If a chlorine atom is lost from 1,2-dichloroethene [C2H2Cl2], would it have a higher or lower dipole?
Isn't 1,2-dichloroethane rather symmetrical? Wouldn't losing a single Cl atom make it more unsymmetrical?
Oh yes so more dipole movement thank you!
To determine if losing a chlorine atom from 1,2-dichloroethene (C2H2Cl2) would result in a higher or lower dipole, we need to consider the molecular structure and polarity.
1,2-dichloroethene has a double bond between the carbon atoms, with two chlorine atoms attached to each carbon atom. Due to the electronegativity difference between carbon and chlorine, the C-Cl bonds are polar, with the chlorine atom being slightly negative and the carbon atom slightly positive. This polarity creates a dipole moment for each C-Cl bond.
When a chlorine atom is lost from 1,2-dichloroethene, it creates a new molecule called vinyl chloride (C2H3Cl). In vinyl chloride, there is only one chlorine atom, which is attached to one of the carbon atoms. The carbon-carbon double bond remains intact.

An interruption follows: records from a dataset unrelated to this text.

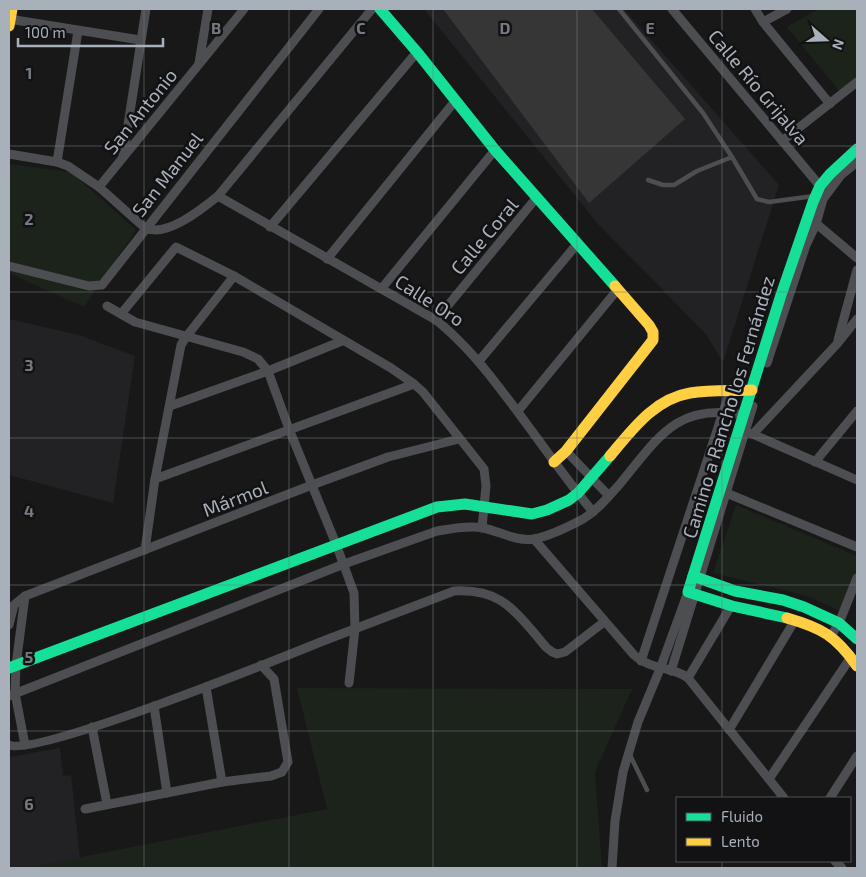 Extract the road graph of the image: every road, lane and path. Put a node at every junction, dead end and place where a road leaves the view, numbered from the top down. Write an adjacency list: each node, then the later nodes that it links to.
1 (146, 9): 14 (street)
2 (208, 9): 16 (street)
3 (244, 9): 16 (street, San Antonio)
4 (319, 9): 35 (street, San Manuel)
5 (372, 9): 31 (street)
6 (380, 9): 15 (street)
7 (619, 9): 24 (lane)
8 (672, 9): 20 (street, Calle Río Grijalva)
9 (754, 9): 12 (street)
10 (787, 9): 12 (street)
11 (10, 18): 13 (street)
12 (763, 22): 19 (street)
13 (78, 31): 14 (street); 26 (street)
14 (140, 40): 25 (street)
15 (417, 52): 18 (street); 34 (street)
16 (199, 64): 25 (street, San Antonio)
17 (857, 82): 19 (street)
18 (455, 101): 22 (street); 38 (street)
19 (830, 104): 20 (street)
20 (782, 142): 30 (street, Calle Río Grijalva)
21 (857, 149): 30 (street, Camino a Rancho los Fernández)
22 (495, 150): 32 (street); 42 (street)
23 (9, 154): 26 (street)
24 (732, 157): 28 (lane); 30 (lane)
25 (122, 158): 29 (street, San Antonio)
26 (57, 162): 29 (street)
27 (857, 162): 33 (street)
28 (648, 180)
29 (99, 187): 35 (street)
30 (818, 191): 33 (street, Camino a Rancho los Fernández)
31 (218, 196): 34 (street, Calle Oro); 35 (street)
32 (537, 197): 36 (street); 47 (street, Calle Coral)
33 (812, 220): 37 (street); 54 (street, Camino a Rancho los Fernández); 62 (street)
34 (270, 227): 38 (street, Calle Oro)
35 (146, 228): 39 (street, San Manuel)
36 (578, 243): 43 (street); 51 (street)
37 (857, 258)
38 (327, 259): 42 (street, Calle Oro)
39 (9, 266)
40 (857, 270): 50 (street)
41 (234, 276): 45 (street); 48 (street); 49 (street)
42 (382, 288): 47 (street, Calle Oro)
43 (618, 289): 57 (street); 64 (street)
44 (107, 306): 45 (street)
45 (121, 314): 48 (street)
46 (857, 319): 50 (street)
47 (436, 320): 51 (street, Calle Oro)
48 (186, 336): 52 (street); 56 (street)
49 (342, 341): 52 (street); 53 (street)
50 (837, 344): 62 (street)
51 (479, 362): 57 (street, Calle Oro)
52 (268, 371): 56 (street); 61 (street)
53 (414, 384): 61 (street); 63 (street)
54 (752, 390): 55 (street); 60 (street, Camino a Rancho los Fernández)
55 (730, 391): 58 (street); 68 (street)
56 (170, 406): 67 (street)
57 (518, 411): 65 (street, Calle Oro)
58 (724, 411): 60 (street); 73 (street); 94 (street)
59 (857, 411): 66 (street)
60 (744, 415): 62 (street, Camino a Rancho los Fernández)
61 (290, 429): 67 (street); 70 (street)
62 (746, 432): 66 (street); 71 (street, Camino a Rancho los Fernández)
63 (459, 439): 70 (street, Mármol); 74 (street)
64 (566, 450): 65 (street); 68 (street)
65 (554, 462): 72 (street, Calle Oro)
66 (815, 462): 69 (street)
67 (155, 479): 80 (street)
68 (592, 479): 72 (street); 73 (street)
69 (857, 480)
70 (312, 485): 78 (street); 80 (street, Mármol)
71 (724, 492): 79 (street); 82 (street, Camino a Rancho los Fernández)
72 (578, 493): 74 (street); 75 (street, Calle Oro)
73 (609, 496): 75 (street)
74 (484, 506): 76 (street); 78 (street)
75 (593, 512): 77 (street)
76 (482, 528): 77 (street); 81 (street)
77 (534, 539): 88 (street)
78 (336, 544): 81 (street); 97 (street)
79 (857, 547)
80 (145, 550): 85 (street, Mármol)
81 (344, 564): 91 (street); 103 (street)
82 (697, 577): 84 (street, Camino a Rancho los Fernández); 89 (street)
83 (857, 578): 89 (street)
84 (691, 593): 86 (street); 98 (street, Camino a Rancho los Fernández); 99 (street)
85 (25, 596): 90 (street); 97 (street)
86 (731, 606): 87 (street); 100 (street)
87 (795, 620): 92 (street); 106 (street)
88 (604, 622): 91 (street); 94 (street)
89 (839, 623): 92 (street); 93 (street)
90 (9, 625)
91 (355, 629): 96 (street); 101 (street)
92 (831, 636): 95 (street)
93 (857, 639)
94 (641, 661): 98 (street)
95 (854, 661): 111 (street)
96 (261, 665): 102 (street); 112 (street)
97 (12, 666): 103 (street)
98 (660, 669): 99 (street); 109 (street, Camino a Rancho los Fernández)
99 (671, 671): 100 (street)
100 (688, 678): 106 (street)
101 (349, 683)
102 (206, 687): 104 (street); 112 (street)
103 (12, 695): 108 (street)
104 (154, 706): 105 (street); 114 (street)
105 (92, 727): 108 (street); 117 (street)
106 (729, 730): 111 (street)
107 (9, 745): 108 (street)
108 (25, 746)
109 (628, 751): 113 (lane); 119 (street, Camino a Rancho los Fernández)
110 (857, 756): 116 (street)
111 (769, 780): 115 (street)
112 (222, 782): 114 (street)
113 (647, 790)
114 (167, 793): 117 (street)
115 (783, 797)
116 (831, 797)
117 (107, 804): 118 (street)
118 (84, 809)
119 (612, 868)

The dipole moment of a molecule depends on the polarity of its bonds and the molecular structure. In the case of 1,2-dichloroethene, the dipole moments of the C-Cl bonds cancel each other out due to the symmetric structure, resulting in a net dipole moment of zero.
By removing one of the chlorine atoms and forming vinyl chloride, the symmetry is broken. Assuming that the remaining chlorine atom is attached to the same carbon atom that originally had both chlorines, the bond polarity between carbon and chlorine will remain the same. However, since there is no longer a chlorine atom attached to the other carbon atom, the dipole moments will not cancel each other out.
Therefore, by losing a chlorine atom, the molecule will have a higher dipole moment.